City gains land for path, grapples with legal issue
MANISTIQUE – Manistique City Council members addressed a variety of issues Monday, including land acquisitions and a water line easement issue with Schoolcraft Memorial Hospital. The meeting also consisted of discussion regarding the Manistique Downtown Development Authority’s budget, which has been negatively affected by recently enacted legislation from the state.
According to City Manager Sheila Aldrich, the city recently received letters from the Michigan Department of Natural Resources awarding the city three parcels of land. These properties will join three others the city has acquired through DNR programs to eventually create a river walk and pathway that extends from the west end of the boardwalk, loops around the city, and ends back at the far east end of the boardwalk along the Lake Michigan shoreline.
The newly acquired parcels include a Manistique River waterfront north lot, a Manistique River U.S. Hwy 2 lot, and a Manistique River waterfront Elk Street lot. While the funds to acquire the parcels are pending the city will now work with the “Walk Manistique” group to apply for grants for construction of the walkway.
Council members voted unanimously to allow Mayor Jan Jeffcott to sign and accept the terms of the acquisitions. Councilperson Dan Evonich was absent.
In other business, City Attorney John Filoramo updated council members on the status of Schoolcraft Memorial Hospital’s transfer of the water and sewer main lines which extend from the city limits to their new facility. While constructing its new facility in 2012, SMH took on the approximately $700,000 cost of building the lines, and has been in the process of turning them over to the city, which will maintain and operate them into the future.
Two years later, the city council has obtained the last needed document to close the deal, but Filoramo said he has concerns with some of the wording within that document. The agreement addresses, among other items, the water line located behind the hospital, and an easement pre-approved by the city. However, one of the parties granting the easement made a last minute change to the agreement, Filoramo said, hand writing in the words “environmental” and “sole”, altering the scope of one section of the easement.
“There’s a chance that these changes may never affect anything, but there’s also a chance that it could affect something further on down the road,” he said. “I don’t like it.”
Filoramo explained that he had expressed his concern with SMH and said their attorney approached the parties granting the easement, but they refused to change the added wording. He noted that council could approve the document, but it would be without his “blessing”.
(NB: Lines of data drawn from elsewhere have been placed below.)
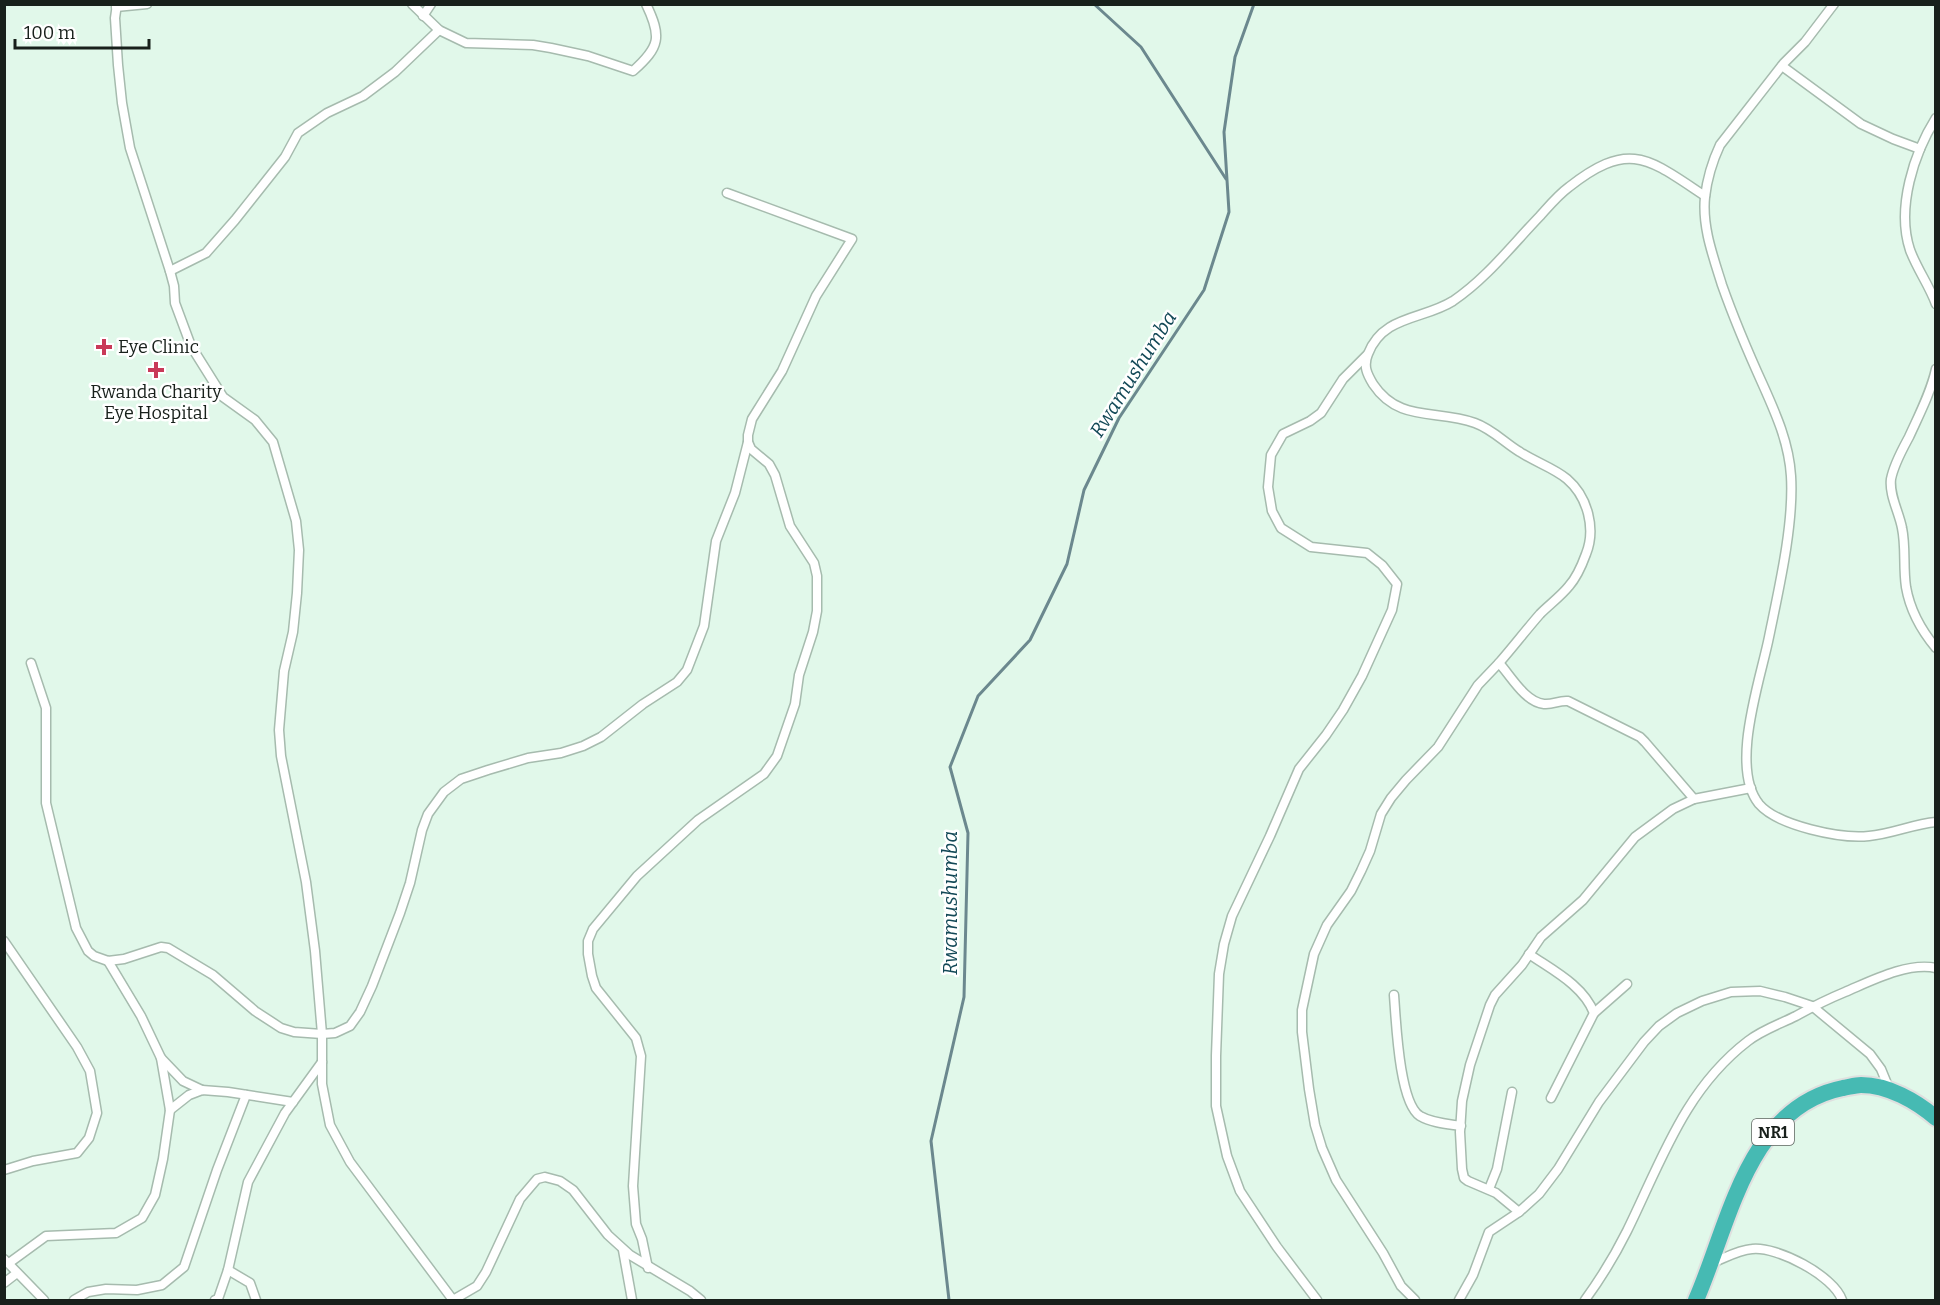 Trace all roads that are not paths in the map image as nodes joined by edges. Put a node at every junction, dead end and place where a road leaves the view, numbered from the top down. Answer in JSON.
{"nodes":[{"id":1,"x":147,"y":4,"type":"edge"},
{"id":2,"x":412,"y":4,"type":"edge"},
{"id":3,"x":431,"y":4,"type":"edge"},
{"id":4,"x":646,"y":4,"type":"edge"},
{"id":5,"x":1834,"y":4,"type":"edge"},
{"id":6,"x":116,"y":6,"type":"edge"},
{"id":7,"x":423,"y":16,"type":"junction"},
{"id":8,"x":439,"y":30,"type":"junction"},
{"id":9,"x":1782,"y":66,"type":"junction"},
{"id":10,"x":1935,"y":118,"type":"edge"},
{"id":11,"x":1920,"y":149,"type":"junction"},
{"id":12,"x":727,"y":193,"type":"dead end"},
{"id":13,"x":1705,"y":196,"type":"junction"},
{"id":14,"x":170,"y":271,"type":"junction"},
{"id":15,"x":1935,"y":304,"type":"edge"},
{"id":16,"x":1367,"y":355,"type":"junction"},
{"id":17,"x":1935,"y":369,"type":"edge"},
{"id":18,"x":748,"y":442,"type":"junction"},
{"id":19,"x":1935,"y":648,"type":"edge"},
{"id":20,"x":31,"y":663,"type":"dead end"},
{"id":21,"x":1499,"y":663,"type":"junction"},
{"id":22,"x":1751,"y":788,"type":"junction"},
{"id":23,"x":1694,"y":799,"type":"junction"},
{"id":24,"x":1935,"y":822,"type":"edge"},
{"id":25,"x":4,"y":941,"type":"edge"},
{"id":26,"x":1529,"y":954,"type":"junction"},
{"id":27,"x":108,"y":961,"type":"junction"},
{"id":28,"x":1935,"y":969,"type":"edge"},
{"id":29,"x":1627,"y":984,"type":"dead end"},
{"id":30,"x":1394,"y":995,"type":"dead end"},
{"id":31,"x":1812,"y":1006,"type":"junction"},
{"id":32,"x":1594,"y":1013,"type":"junction"},
{"id":33,"x":322,"y":1034,"type":"junction"},
{"id":34,"x":161,"y":1058,"type":"junction"},
{"id":35,"x":322,"y":1062,"type":"junction"},
{"id":36,"x":202,"y":1090,"type":"junction"},
{"id":37,"x":1891,"y":1091,"type":"junction"},
{"id":38,"x":1512,"y":1092,"type":"dead end"},
{"id":39,"x":246,"y":1095,"type":"junction"},
{"id":40,"x":1551,"y":1098,"type":"dead end"},
{"id":41,"x":293,"y":1102,"type":"junction"},
{"id":42,"x":170,"y":1110,"type":"junction"},
{"id":43,"x":1935,"y":1118,"type":"edge"},
{"id":44,"x":1461,"y":1126,"type":"junction"},
{"id":45,"x":4,"y":1170,"type":"edge"},
{"id":46,"x":1489,"y":1189,"type":"junction"},
{"id":47,"x":1519,"y":1212,"type":"junction"},
{"id":48,"x":623,"y":1250,"type":"junction"},
{"id":49,"x":7,"y":1261,"type":"edge"},
{"id":50,"x":1712,"y":1263,"type":"junction"},
{"id":51,"x":648,"y":1268,"type":"junction"},
{"id":52,"x":228,"y":1270,"type":"junction"},
{"id":53,"x":17,"y":1273,"type":"junction"},
{"id":54,"x":4,"y":1283,"type":"edge"},
{"id":55,"x":44,"y":1300,"type":"edge"},
{"id":56,"x":74,"y":1300,"type":"edge"},
{"id":57,"x":215,"y":1300,"type":"edge"},
{"id":58,"x":256,"y":1300,"type":"edge"},
{"id":59,"x":453,"y":1300,"type":"edge"},
{"id":60,"x":632,"y":1300,"type":"edge"},
{"id":61,"x":701,"y":1300,"type":"edge"},
{"id":62,"x":1317,"y":1300,"type":"edge"},
{"id":63,"x":1415,"y":1300,"type":"edge"},
{"id":64,"x":1459,"y":1300,"type":"edge"},
{"id":65,"x":1585,"y":1300,"type":"edge"},
{"id":66,"x":1696,"y":1300,"type":"edge"},
{"id":67,"x":1842,"y":1300,"type":"edge"}],
"edges":[{"from":1,"to":6,"type":"street"},
{"from":2,"to":7,"type":"street"},
{"from":3,"to":7,"type":"street"},
{"from":4,"to":8,"type":"street"},
{"from":5,"to":9,"type":"street"},
{"from":6,"to":14,"type":"street"},
{"from":7,"to":8,"type":"street"},
{"from":8,"to":14,"type":"street"},
{"from":9,"to":11,"type":"street"},
{"from":9,"to":13,"type":"street"},
{"from":10,"to":11,"type":"street"},
{"from":11,"to":15,"type":"street"},
{"from":12,"to":18,"type":"street"},
{"from":13,"to":16,"type":"street"},
{"from":13,"to":22,"type":"street"},
{"from":14,"to":33,"type":"street"},
{"from":16,"to":21,"type":"street"},
{"from":16,"to":62,"type":"street"},
{"from":17,"to":19,"type":"street"},
{"from":18,"to":33,"type":"street"},
{"from":18,"to":51,"type":"street"},
{"from":20,"to":27,"type":"street"},
{"from":21,"to":23,"type":"street"},
{"from":21,"to":63,"type":"street"},
{"from":22,"to":23,"type":"street"},
{"from":22,"to":24,"type":"street"},
{"from":23,"to":26,"type":"street"},
{"from":25,"to":45,"type":"street"},
{"from":26,"to":32,"type":"street"},
{"from":26,"to":44,"type":"street"},
{"from":27,"to":33,"type":"street"},
{"from":27,"to":34,"type":"street"},
{"from":28,"to":31,"type":"street"},
{"from":29,"to":32,"type":"street"},
{"from":30,"to":44,"type":"street"},
{"from":31,"to":37,"type":"street"},
{"from":31,"to":47,"type":"street"},
{"from":31,"to":65,"type":"street"},
{"from":32,"to":40,"type":"street"},
{"from":33,"to":35,"type":"street"},
{"from":34,"to":36,"type":"street"},
{"from":34,"to":42,"type":"street"},
{"from":35,"to":41,"type":"street"},
{"from":35,"to":59,"type":"street"},
{"from":36,"to":39,"type":"street"},
{"from":36,"to":42,"type":"street"},
{"from":37,"to":43,"type":"highway","number":"NR1"},
{"from":37,"to":50,"type":"highway","number":"NR1"},
{"from":38,"to":46,"type":"street"},
{"from":39,"to":41,"type":"street"},
{"from":39,"to":56,"type":"street"},
{"from":41,"to":52,"type":"street"},
{"from":42,"to":49,"type":"street"},
{"from":44,"to":46,"type":"street"},
{"from":46,"to":47,"type":"street"},
{"from":47,"to":64,"type":"street"},
{"from":48,"to":51,"type":"street"},
{"from":48,"to":59,"type":"street"},
{"from":48,"to":60,"type":"street"},
{"from":49,"to":53,"type":"street"},
{"from":50,"to":66,"type":"highway","number":"NR1"},
{"from":50,"to":67,"type":"street"},
{"from":51,"to":61,"type":"street"},
{"from":52,"to":57,"type":"street"},
{"from":52,"to":58,"type":"street"},
{"from":53,"to":54,"type":"street"},
{"from":53,"to":55,"type":"street"}]}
Councilperson Rick Hollister made a motion to not accept the agreement and send it back for clarification. Aldrich added she would like Filoramo to investigate whether an environmental study was conducted in that area, as this could possibly reveal why additions to the agreement were made.
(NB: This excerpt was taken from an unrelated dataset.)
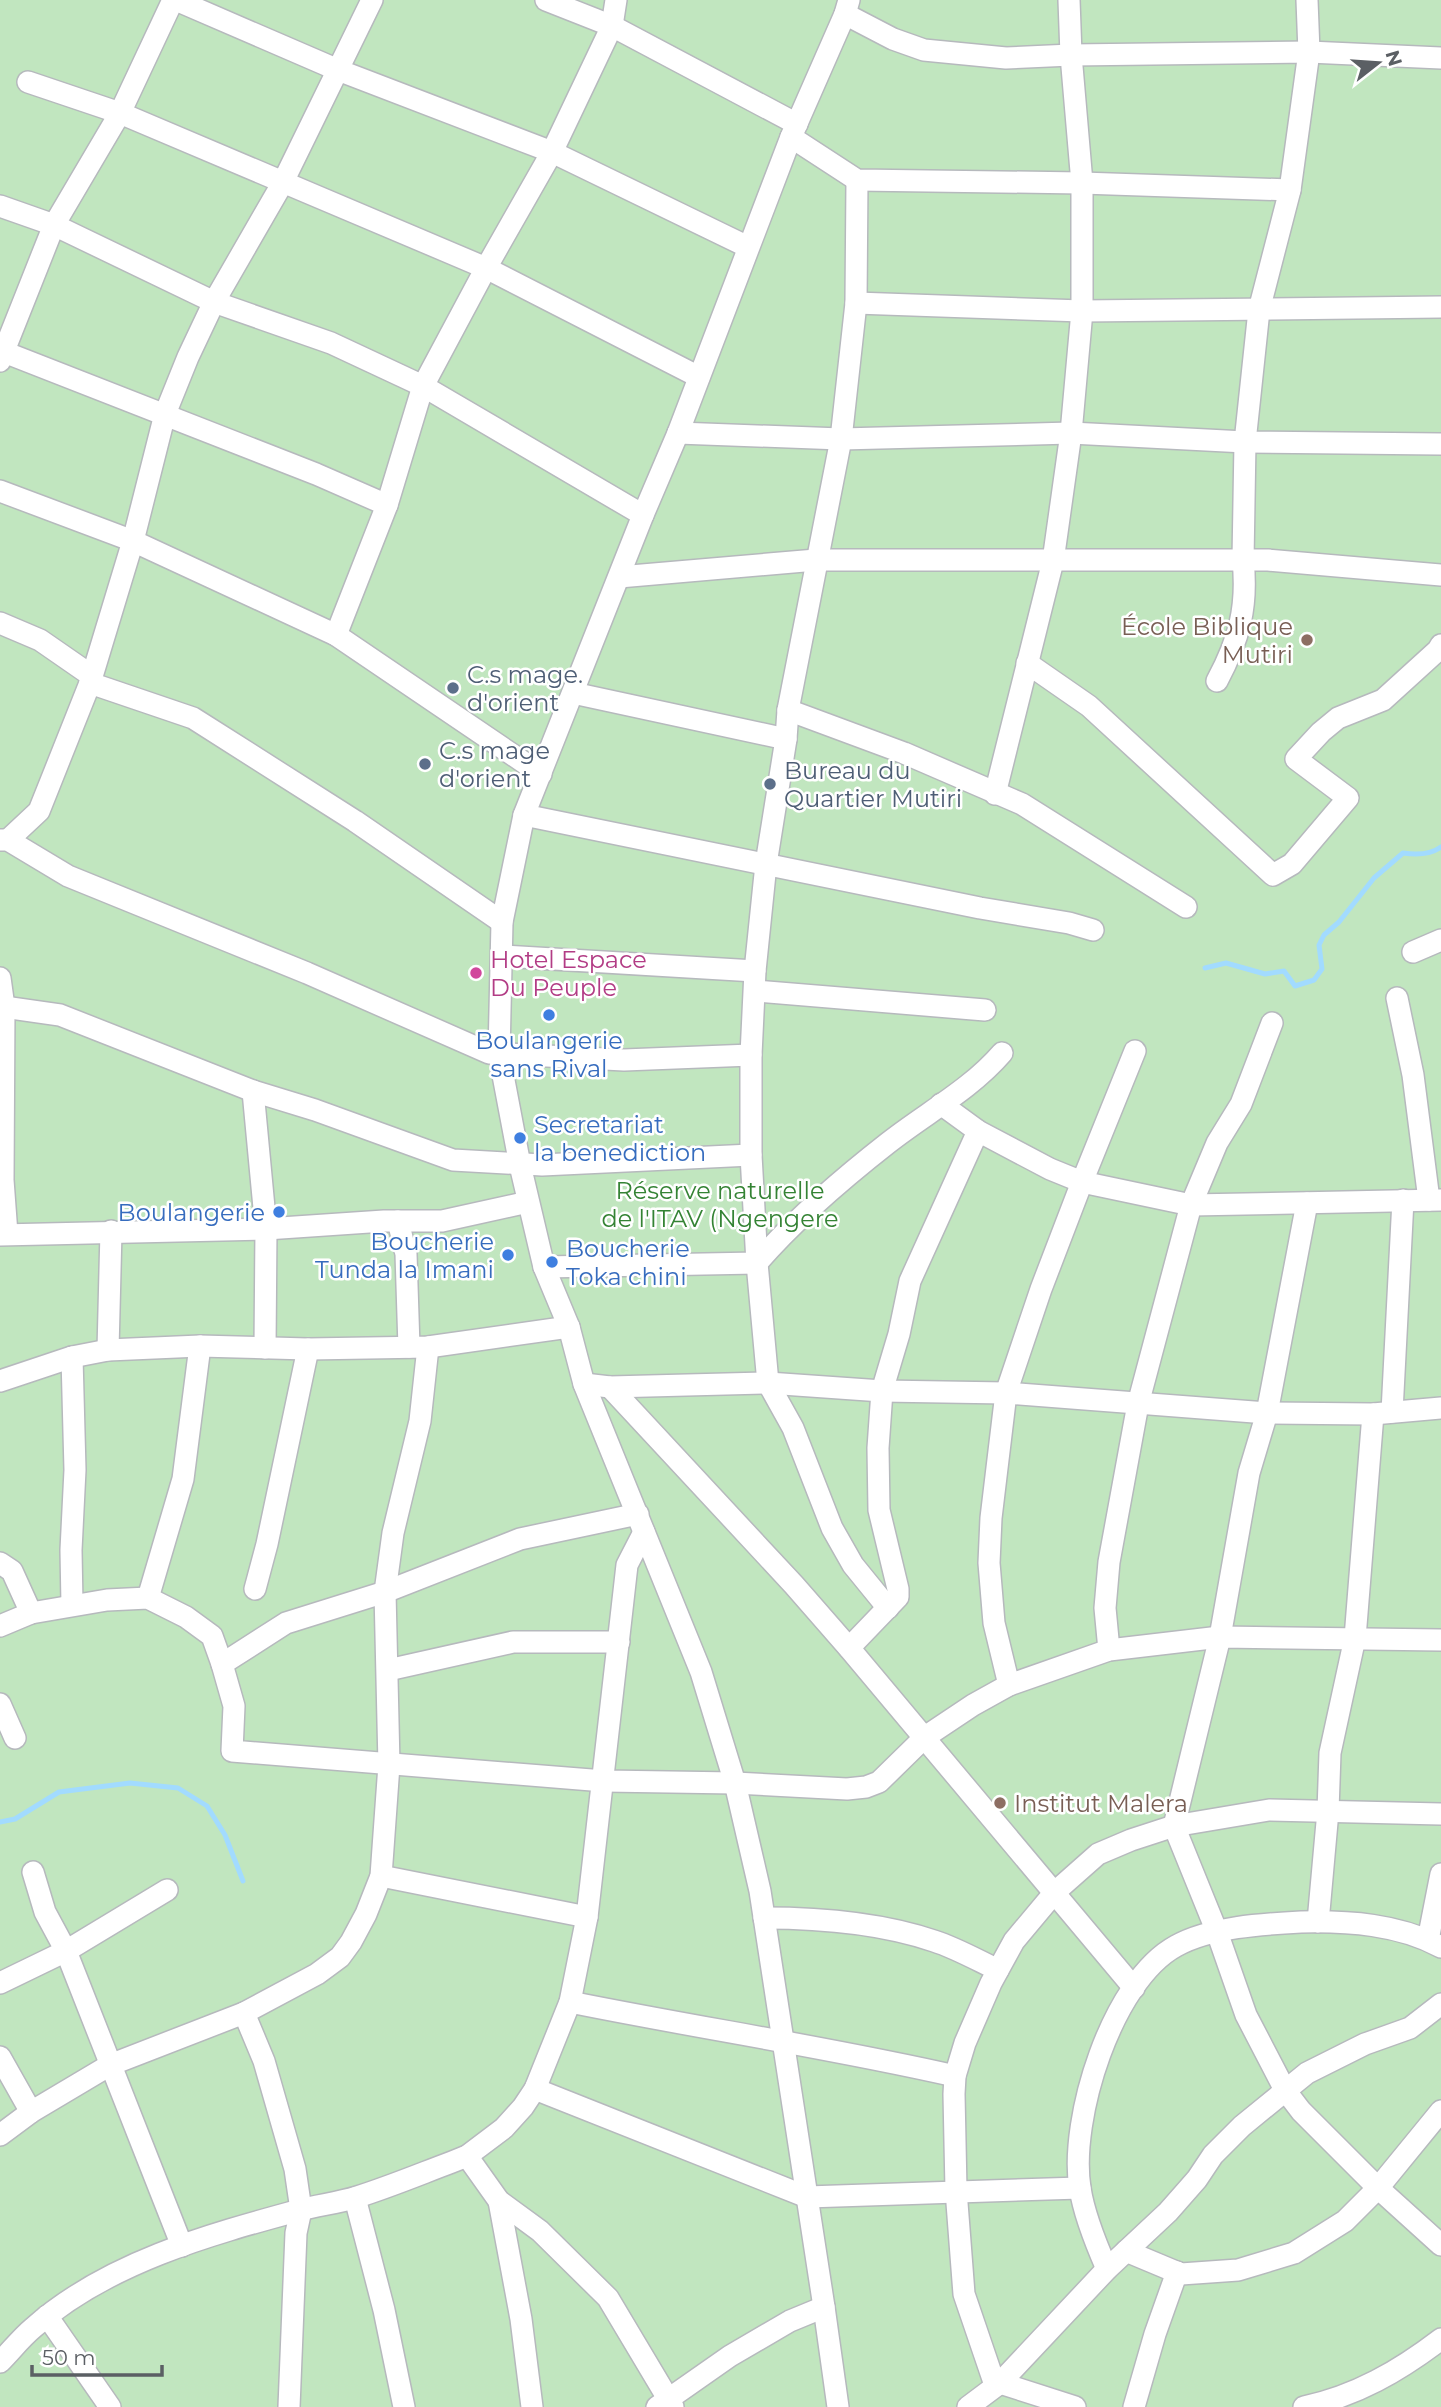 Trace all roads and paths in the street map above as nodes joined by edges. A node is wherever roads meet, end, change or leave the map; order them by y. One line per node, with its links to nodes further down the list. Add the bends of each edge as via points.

In addressing the DDA budget, Aldrich explained to council that legislation phasing out personal property taxes, resulting in taxable income reductions, could negatively affect the organization.
With property values already on a decline within the city, Aldrich said the authority has been facing a few challenges dealing with their budget, the biggest one being a reduction in taxable income.
Three bills signed into law in 2012 reduced property taxes on different types of personal property depending on several factors, according to the Michigan Legislature’s website. Public Act 402 exempts all commercial and industrial personal property owned by a single taxpayer and contained within a local tax collecting unit, if the total value of the industrial and commercial personal property is less than $40,000. The exemption was available to tax payers beginning Dec. 31, 2013.
Both PA 401 and PA 403 eliminate personal property taxes on industrial and commercial personal property if the property meets the definition of “eligible manufacturing personal property. Public Acts 401 and 403 will eliminate taxes on affected personal property over a period of years.
Despite the loss in potential revenue to entities the legislature also passed Public Acts 404, 406, 407, and 408 to provide various mechanisms to potentially replace a portion of revenue lost, if these measures fail personal property assessments will be restored.
Aldrich noted that the DDA’s total tax capture decreased from the 2013-14 level of approximately $595,000 to around $525,000 in 2014-15.
“We had a reduction of a substantial amount in a personal property statement that was filed from one of our utility companies,” she said. “We are researching that and, most likely, will be appealing that personal property statement.”
In the meantime, Aldrich said, the DDA will be forced to work with the budget they have, noting the state of its financing would affect the city.
“Their reduction in tax capture will be far reaching to the rest of the city,” she said. “It’s a challenge for them.”
This will include a reduction in what the DDA spends in maintenance and operations within the district, as well as the elimination of the payment the authority makes to the city’s waste water treatment fund. Aldrich said the city will absorb these costs.
The DDA’s budget was unanimously approved by city council members.